Task prompt:
Work out how many lines of the data below hold the string "absolute". Answer with that number alone.

(Collected data entries)
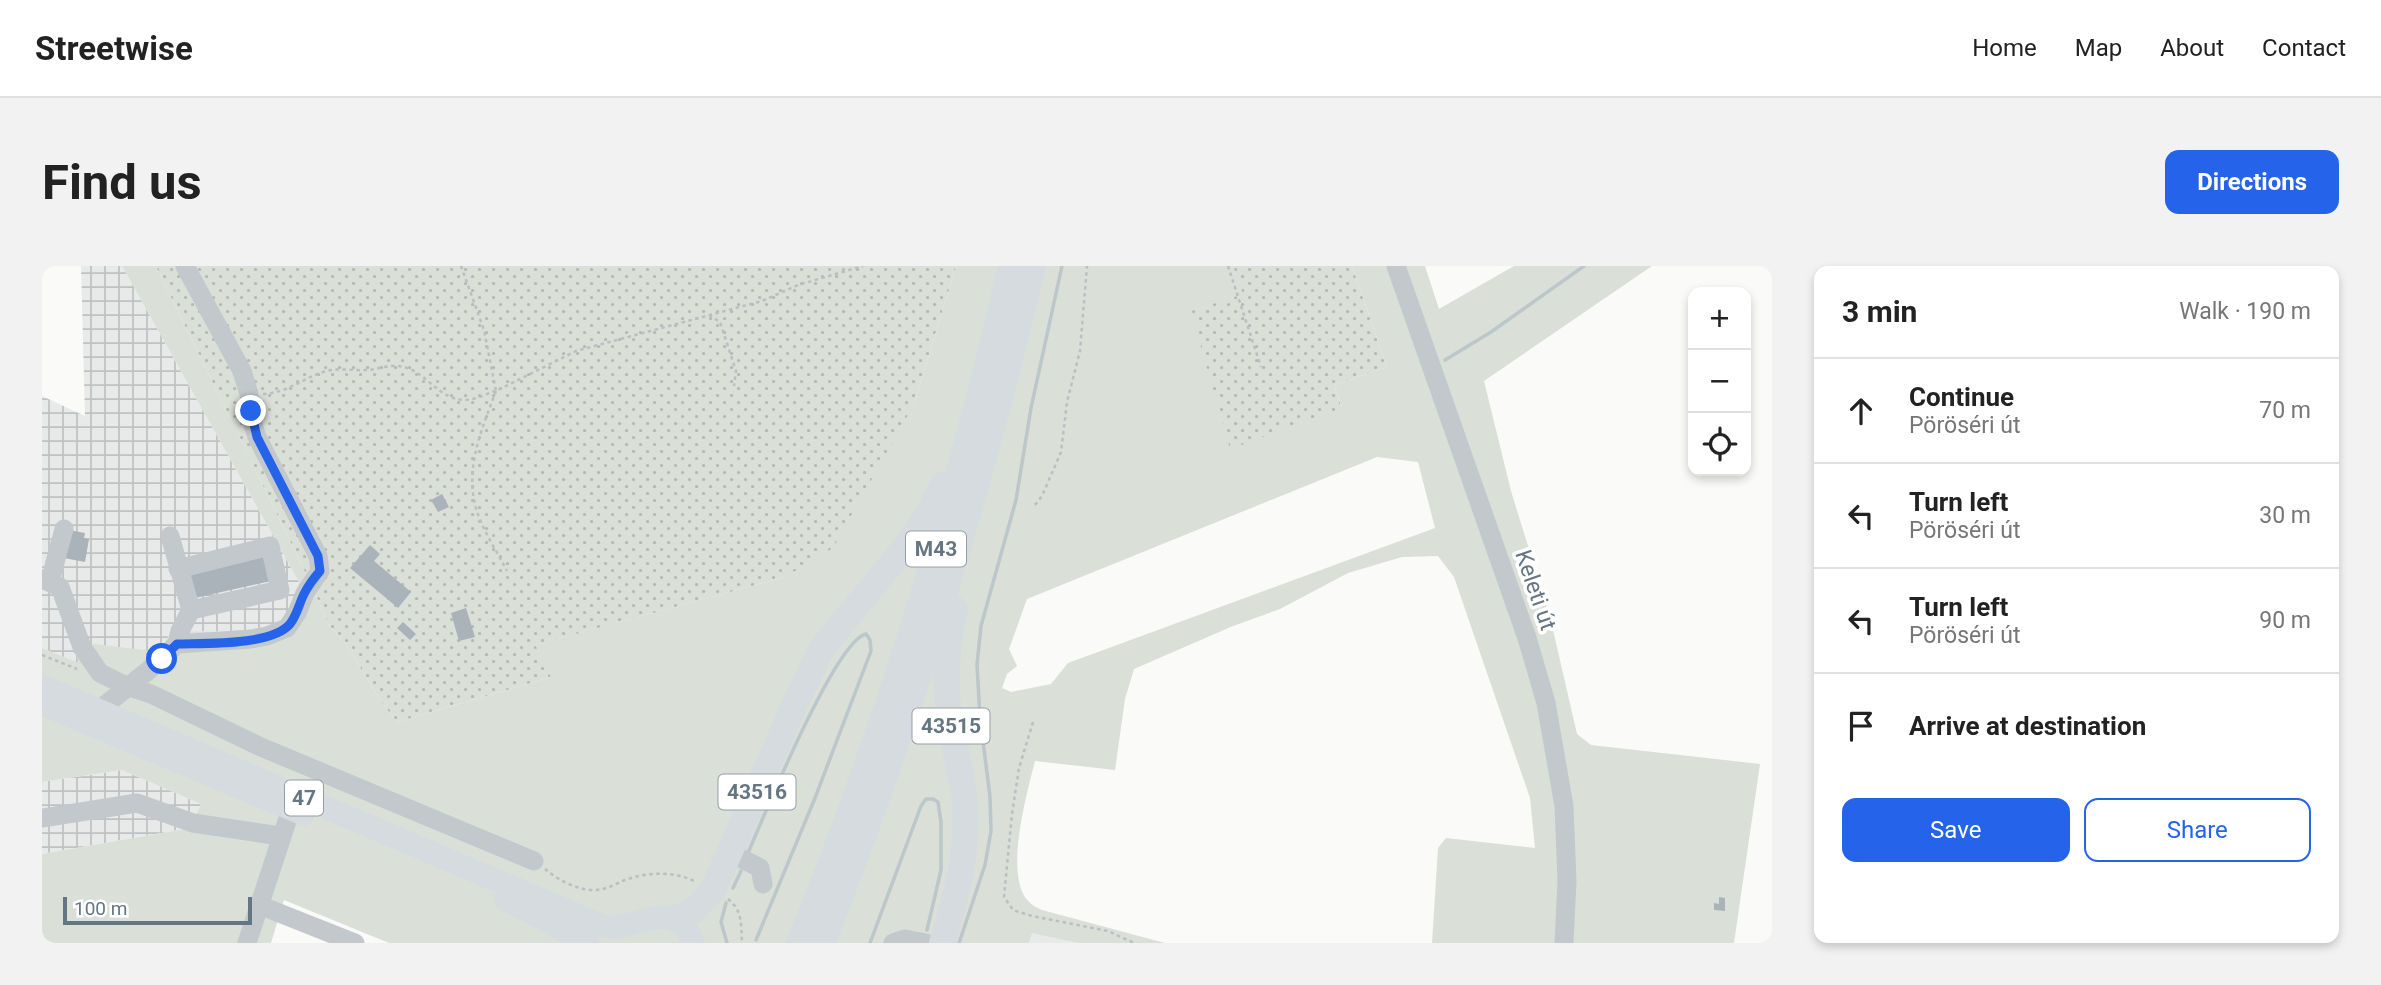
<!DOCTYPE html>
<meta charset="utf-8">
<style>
:root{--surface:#fff;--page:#f2f2f2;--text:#222;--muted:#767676;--line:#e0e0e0;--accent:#2563eb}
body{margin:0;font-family:Roboto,sans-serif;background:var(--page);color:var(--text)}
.controls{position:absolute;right:21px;top:21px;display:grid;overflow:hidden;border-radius:14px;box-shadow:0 4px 10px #0003}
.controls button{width:63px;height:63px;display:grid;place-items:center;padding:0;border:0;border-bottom:2px solid var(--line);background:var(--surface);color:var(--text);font:35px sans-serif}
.scale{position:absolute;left:21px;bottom:18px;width:189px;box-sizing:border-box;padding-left:7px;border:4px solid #657683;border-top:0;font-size:19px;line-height:24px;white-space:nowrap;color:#657683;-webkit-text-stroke:5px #fff;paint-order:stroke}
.stop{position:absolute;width:21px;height:21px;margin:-16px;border:5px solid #2563eb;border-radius:50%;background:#fff}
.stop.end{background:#2563eb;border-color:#fff;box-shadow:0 2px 7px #0008}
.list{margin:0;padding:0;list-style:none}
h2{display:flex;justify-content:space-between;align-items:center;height:91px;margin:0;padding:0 28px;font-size:30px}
h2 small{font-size:23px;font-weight:400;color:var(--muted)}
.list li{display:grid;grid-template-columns:46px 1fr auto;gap:21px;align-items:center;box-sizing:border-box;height:105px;padding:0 28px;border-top:2px solid var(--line)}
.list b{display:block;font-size:26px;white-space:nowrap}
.list p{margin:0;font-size:23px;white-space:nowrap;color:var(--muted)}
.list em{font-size:23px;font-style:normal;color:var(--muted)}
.actions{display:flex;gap:14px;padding:21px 28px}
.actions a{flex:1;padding:16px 0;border:2px solid var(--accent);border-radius:14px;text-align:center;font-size:24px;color:var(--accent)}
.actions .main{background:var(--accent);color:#fff}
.icon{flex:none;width:38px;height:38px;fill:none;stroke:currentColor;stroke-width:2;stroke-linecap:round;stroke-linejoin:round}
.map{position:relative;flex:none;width:1730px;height:677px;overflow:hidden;border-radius:14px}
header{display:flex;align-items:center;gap:42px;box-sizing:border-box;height:98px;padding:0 35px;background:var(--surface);border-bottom:2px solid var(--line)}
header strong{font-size:33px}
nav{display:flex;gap:38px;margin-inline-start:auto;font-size:24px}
.intro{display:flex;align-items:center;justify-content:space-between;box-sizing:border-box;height:168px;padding:0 42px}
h1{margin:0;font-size:49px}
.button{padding:18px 32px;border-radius:14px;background:var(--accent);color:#fff;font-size:24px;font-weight:700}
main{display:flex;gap:42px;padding:0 42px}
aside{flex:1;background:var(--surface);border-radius:14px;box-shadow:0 4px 10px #0003}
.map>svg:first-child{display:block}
</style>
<header>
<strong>Streetwise</strong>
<nav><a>Home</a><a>Map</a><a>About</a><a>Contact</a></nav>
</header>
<div class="intro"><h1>Find us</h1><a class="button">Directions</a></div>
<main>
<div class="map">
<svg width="1730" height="677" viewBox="0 0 1730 677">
<defs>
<pattern id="industrial-grid" width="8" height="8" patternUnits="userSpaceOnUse" patternTransform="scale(1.75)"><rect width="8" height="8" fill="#e8e9e9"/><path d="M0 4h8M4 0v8" fill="none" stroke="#c0c1c2"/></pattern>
<pattern id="park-dots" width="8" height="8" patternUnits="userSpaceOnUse" patternTransform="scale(1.75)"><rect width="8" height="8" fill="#dadfd7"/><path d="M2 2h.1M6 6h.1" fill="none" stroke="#b4b9b4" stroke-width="1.8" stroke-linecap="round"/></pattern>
</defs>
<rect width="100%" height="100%" fill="#fafaf8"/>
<path fill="#e8e9e9" d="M990,666L1036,677H987Z"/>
<path fill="url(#industrial-grid)" d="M39,0H80L257,316L245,353L216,366L130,365L117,386L38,398L0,382V130L43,150Z
M80,504L159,538L148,562L0,588V516Z"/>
<path fill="#dadfd7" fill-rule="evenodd" d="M80,0H114L265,310L287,359L304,378L338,434L355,456L509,411L492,379L743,311L872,138L914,0H1191L1202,28L1150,45L1300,141L1292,119L1345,101L1310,0H1383L1397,43L1472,0H1610L1442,115L1469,225L1508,351L1535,468L1549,479L1718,498L1692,677H1390L1396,582L1404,572L1493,582L1488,532L1412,311L1396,290L1360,291L1306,307L1238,343L1191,360L1092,403L1083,433L1073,504L993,495C985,527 964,602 983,631C988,638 993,641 1000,644L1123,677H1036L990,667L987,677H347L242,634L229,677H0V588L148,562L159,538L80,504L0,516V382L37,397L32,383L53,378L117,386L130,365L216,366L245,353L257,316ZM1335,191L1376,196L1393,262L1026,397L1009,418L969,426L960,422L965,408L975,400L967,383L985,333Z"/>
<path fill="url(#park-dots)" d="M114,0H914L872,138L791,282L743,311L493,379L509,411L355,456L338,434L304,378L287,359L265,310Z
M1191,0H1310L1345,101L1292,119L1300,142L1188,183L1149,45L1201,28Z"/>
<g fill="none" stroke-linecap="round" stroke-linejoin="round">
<path stroke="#bbc7cb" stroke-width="3.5" d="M1403,94L1449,66L1542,0
M706,587C722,550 793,375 824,368L828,374L829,385L773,532L714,674
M691,622L699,605
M684,637L679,656L685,677
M828,677L879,540L884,533H891L896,536L899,556V604L885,664
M917,677L943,599L949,565L948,531L938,451L935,399L939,360L974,234L989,142L1020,0"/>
</g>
<path fill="#aab3b9" d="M400,228L407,241L396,246L389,234Z
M27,264L43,267L42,272L47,273L43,296L22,292Z
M328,279L338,288L332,295L369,326L356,342L308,302Z
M227,287L233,314L153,332L148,306Z
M424,342L433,371L417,375L409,347Z
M361,356L374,368L368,374L355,362Z
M1677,631L1683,632V645L1672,644V637L1677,638Z"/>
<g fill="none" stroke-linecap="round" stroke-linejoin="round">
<path stroke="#bbbfc2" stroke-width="2.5" stroke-dasharray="3.5 3.5" stroke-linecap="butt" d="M419,0L442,64L454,125L534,85L720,35L756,19L821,0
M1186,0L1219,101
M667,49L678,56L694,105L692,120
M454,125C439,165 420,208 437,251C444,270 456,287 465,305
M221,128C245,127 260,113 281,106C295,101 311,105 325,104C333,104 342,100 351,100C381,98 393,133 422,134C433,134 444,128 453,125
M993,239L1000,230L1019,186L1025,136L1038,85L1045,0
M0,389L35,403
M991,456L977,502L970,548L962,631L971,644L990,650L1066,665L1092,677
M503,603C516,614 535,624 552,624C564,624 573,618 583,614C605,606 631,605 652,615
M686,633C701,645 699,659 700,677"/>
<path stroke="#c3c8cc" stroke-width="19" d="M1354,0L1485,372L1504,437L1522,540L1525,615L1522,677
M128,270L149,344L138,365L135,378
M136,303L228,280L238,324L149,344
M0,313L18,321L40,381L58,407L84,420L109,428L219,481L492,595
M8,315L22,263
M57,444L107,404L135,378L209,373L225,370L245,362L255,347L263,327L278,305L276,290L215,171L210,155L207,128L200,105L143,0
M0,552L95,537L151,557L238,570
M689,587L718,602L721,618
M217,639L313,677
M205,677L249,543
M851,677L863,673L884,677"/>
<path stroke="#d6dbdf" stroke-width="23" d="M0,420L561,660C593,668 633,626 651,677
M0,438L261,548
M463,633L546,677"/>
<path stroke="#d6dbdf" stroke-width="26" d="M632,653L651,645L671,624L752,440L780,382L869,274L885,250L901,219
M757,677C847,458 916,230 969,0
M780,677C869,455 935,232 991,0
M900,677C914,632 926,588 923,540C922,512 912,484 908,456C902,418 904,381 913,344"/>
</g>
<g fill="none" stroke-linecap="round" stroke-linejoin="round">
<path stroke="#2563eb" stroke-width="9" d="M120,393L135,378C163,377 229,380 248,358C255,349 257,338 262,328C266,320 272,312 278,305L276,290L215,171L209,145"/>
</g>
<g text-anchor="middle" stroke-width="7" stroke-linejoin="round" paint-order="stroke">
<g fill="#fff" stroke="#939fa8" stroke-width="2">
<rect x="864" y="265.5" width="60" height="35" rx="5"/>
<rect x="870.5" y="442.5" width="77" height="35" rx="5"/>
<rect x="676.5" y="508.5" width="77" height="35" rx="5"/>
<rect x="243" y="514.5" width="38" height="35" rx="5"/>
</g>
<g font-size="21" font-weight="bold" fill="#657683">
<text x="894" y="290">M43</text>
<text x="909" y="467">43515</text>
<text x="715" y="533">43516</text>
<text x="262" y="539">47</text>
</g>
<g font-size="23" fill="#657683" stroke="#fff">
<text transform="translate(1494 324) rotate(71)" y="8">Keleti út</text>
</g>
</g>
</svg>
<div class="controls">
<button>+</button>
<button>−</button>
<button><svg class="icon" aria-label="locate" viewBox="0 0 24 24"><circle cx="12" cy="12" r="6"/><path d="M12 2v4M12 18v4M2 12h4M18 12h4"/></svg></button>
</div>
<div class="scale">100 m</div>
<div class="stop" style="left:120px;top:393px"></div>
<div class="stop end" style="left:209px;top:145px"></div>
</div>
<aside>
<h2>3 min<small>Walk · 190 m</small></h2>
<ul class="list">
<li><svg class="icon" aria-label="ahead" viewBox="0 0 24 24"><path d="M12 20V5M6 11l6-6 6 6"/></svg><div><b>Continue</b><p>Pöröséri út</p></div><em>70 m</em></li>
<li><svg class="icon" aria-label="left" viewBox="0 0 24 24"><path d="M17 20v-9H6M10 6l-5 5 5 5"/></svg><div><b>Turn left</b><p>Pöröséri út</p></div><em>30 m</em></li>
<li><svg class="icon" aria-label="left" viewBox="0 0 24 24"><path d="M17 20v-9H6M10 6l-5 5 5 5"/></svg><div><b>Turn left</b><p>Pöröséri út</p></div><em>90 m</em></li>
<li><svg class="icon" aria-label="arrive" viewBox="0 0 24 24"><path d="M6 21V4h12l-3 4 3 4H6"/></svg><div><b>Arrive at destination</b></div></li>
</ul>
<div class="actions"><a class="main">Save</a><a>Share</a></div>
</aside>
</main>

Task response:
3